= 2013 in SFL numbered events =

Mixed martial arts events

2013 is the second year for Super Fight League, an Indian-based mixed martial arts (MMA) league. Whilst the SFL began holding events from 22 February with their SFL Contenders event, which are untelevised events that take place in the SFL Training Centre as a way to build up the fighters before bringing forward to a television audience, the promotion made their televised return with SFL 14 on 29 March, which was headlined by two title fights between Xavier Foupa-Pokam and John Troyer for the middleweight title, and Sanja Sucevic and Colleen Schneider for the women's flyweight title. The same event was also their first on ESPN Star Sports in India.

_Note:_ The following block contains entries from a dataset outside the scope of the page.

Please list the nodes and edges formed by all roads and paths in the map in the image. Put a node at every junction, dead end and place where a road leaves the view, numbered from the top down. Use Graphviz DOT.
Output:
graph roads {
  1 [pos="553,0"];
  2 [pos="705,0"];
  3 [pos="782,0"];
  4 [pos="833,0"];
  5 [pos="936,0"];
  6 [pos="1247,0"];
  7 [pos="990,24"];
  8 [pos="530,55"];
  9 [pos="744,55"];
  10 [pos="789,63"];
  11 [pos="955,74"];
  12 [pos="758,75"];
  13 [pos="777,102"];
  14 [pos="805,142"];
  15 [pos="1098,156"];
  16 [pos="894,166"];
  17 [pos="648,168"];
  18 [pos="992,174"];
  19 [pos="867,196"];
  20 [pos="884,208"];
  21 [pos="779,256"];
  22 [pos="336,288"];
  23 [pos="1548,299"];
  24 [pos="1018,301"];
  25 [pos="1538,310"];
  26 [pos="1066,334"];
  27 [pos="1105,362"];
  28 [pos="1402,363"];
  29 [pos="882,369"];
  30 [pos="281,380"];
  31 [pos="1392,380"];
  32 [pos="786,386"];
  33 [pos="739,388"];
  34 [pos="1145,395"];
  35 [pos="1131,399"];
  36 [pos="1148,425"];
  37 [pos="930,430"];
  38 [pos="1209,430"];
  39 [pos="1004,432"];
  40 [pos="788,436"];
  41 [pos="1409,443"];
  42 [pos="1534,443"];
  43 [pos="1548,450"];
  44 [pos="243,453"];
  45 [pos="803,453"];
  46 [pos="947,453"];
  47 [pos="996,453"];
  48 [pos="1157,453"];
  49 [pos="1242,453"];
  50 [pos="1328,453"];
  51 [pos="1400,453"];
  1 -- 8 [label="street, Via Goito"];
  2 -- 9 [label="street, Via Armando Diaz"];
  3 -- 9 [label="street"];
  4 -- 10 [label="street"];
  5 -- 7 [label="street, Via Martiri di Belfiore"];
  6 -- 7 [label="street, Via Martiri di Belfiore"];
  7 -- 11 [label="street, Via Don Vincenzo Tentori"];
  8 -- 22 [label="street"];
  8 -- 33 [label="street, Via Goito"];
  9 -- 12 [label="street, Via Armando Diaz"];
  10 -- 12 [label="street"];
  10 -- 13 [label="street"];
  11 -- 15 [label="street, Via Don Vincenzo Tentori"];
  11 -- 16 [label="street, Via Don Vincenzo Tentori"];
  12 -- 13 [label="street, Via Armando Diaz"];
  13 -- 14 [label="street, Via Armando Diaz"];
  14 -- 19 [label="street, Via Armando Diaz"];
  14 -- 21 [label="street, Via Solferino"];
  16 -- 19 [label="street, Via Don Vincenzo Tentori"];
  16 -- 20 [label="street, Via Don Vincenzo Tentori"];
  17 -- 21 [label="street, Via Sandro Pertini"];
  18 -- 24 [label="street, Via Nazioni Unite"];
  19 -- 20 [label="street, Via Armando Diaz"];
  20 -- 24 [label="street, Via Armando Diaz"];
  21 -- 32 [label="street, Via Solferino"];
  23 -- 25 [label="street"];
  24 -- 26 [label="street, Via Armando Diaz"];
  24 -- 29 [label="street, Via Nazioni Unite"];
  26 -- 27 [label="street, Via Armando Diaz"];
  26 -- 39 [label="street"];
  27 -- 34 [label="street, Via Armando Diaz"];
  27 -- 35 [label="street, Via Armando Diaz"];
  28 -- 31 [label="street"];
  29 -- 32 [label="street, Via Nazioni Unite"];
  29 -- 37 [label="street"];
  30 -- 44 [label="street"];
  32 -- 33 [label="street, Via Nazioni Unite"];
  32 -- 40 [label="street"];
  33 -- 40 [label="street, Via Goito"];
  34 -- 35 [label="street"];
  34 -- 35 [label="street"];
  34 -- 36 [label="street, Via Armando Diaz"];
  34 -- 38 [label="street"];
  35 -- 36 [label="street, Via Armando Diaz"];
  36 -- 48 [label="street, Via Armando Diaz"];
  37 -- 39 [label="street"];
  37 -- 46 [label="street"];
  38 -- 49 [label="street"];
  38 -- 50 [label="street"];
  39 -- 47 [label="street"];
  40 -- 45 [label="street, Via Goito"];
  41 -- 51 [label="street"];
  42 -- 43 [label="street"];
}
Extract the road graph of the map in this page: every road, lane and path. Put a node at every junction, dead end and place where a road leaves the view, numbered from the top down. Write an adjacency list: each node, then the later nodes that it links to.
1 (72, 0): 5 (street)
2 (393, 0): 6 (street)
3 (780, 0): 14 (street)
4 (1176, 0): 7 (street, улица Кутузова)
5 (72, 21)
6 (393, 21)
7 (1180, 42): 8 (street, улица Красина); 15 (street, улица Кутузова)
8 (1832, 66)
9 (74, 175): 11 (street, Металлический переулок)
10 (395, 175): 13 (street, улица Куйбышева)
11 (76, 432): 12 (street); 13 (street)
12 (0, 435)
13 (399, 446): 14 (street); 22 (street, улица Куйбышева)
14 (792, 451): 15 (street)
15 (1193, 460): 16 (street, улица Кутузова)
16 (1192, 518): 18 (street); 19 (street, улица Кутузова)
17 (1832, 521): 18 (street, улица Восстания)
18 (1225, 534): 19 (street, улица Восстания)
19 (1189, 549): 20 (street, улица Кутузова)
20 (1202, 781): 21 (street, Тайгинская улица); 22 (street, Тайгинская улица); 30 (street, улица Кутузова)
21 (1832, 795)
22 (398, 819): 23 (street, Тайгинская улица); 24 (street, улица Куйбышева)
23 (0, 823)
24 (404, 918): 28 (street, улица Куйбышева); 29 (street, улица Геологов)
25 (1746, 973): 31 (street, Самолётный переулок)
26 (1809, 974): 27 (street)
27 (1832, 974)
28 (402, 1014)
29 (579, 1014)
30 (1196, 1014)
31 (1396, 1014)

Super Fight League has scheduled several fights cards throughout 2013:

| Card | Date | Venue | City |
|---|---|---|---|
| SFL 14 | 29 March 2013 | SFL Challengers Arena | Mumbai, India |
| SFL 16 | 26 April 2013 | SFL Challengers Arena | Mumbai, India |
| SFL 17 | 10 May 2013 | SFL Challengers Arena | Mumbai, India |
| SFL 18 | 24 May 2013 | SFL Challengers Arena | Mumbai, India |
| SFL 19 | 7 June 2013 | SFL Challengers Arena | Mumbai, India |
| SFL 20-21 | 3 August 2013 | Filmalaya Studios | Mumbai, India |
| SFL 22-23 | 17 August 2013 | Filmalaya Studios | Mumbai, India |
| SFL 24-25 | 31 August 2013 | Filmalaya Studios | Mumbai, India |
| SFL 26-27 | 14 September 2013 | Filmalaya Studios | Mumbai, India |
| SFL 28-29 | 28 September 2013 | Filmalaya Studios | Mumbai, India |
| SFL 30-31 | 12 October 2013 | Filmalaya Studios | Mumbai, India |
| SFL 32-33 | 26 October 2013 | Filmalaya Studios | Mumbai, India |
| SFL 34 | 15 November 2013 | Filmalaya Studios | Mumbai, India |

==Event summaries==

===SFL 14===
SFL 14 took place on 29 March 2013 in Mumbai, India. As with the previous events, it streamed live on YouTube and on the Fight Network in Canada. It was also the first event shown on STAR Sports in India. The Super Fight League rewarded 2 titles in the men's Middleweight and women's Flyweight divisions at this event.

Results

Sources

===SFL 15===
SFL 15 took place on 12 April 2013 in Mumbai, India. As with the previous events, it streamed live on YouTube and was shown on STAR Sports in India and on the Fight Network in Canada.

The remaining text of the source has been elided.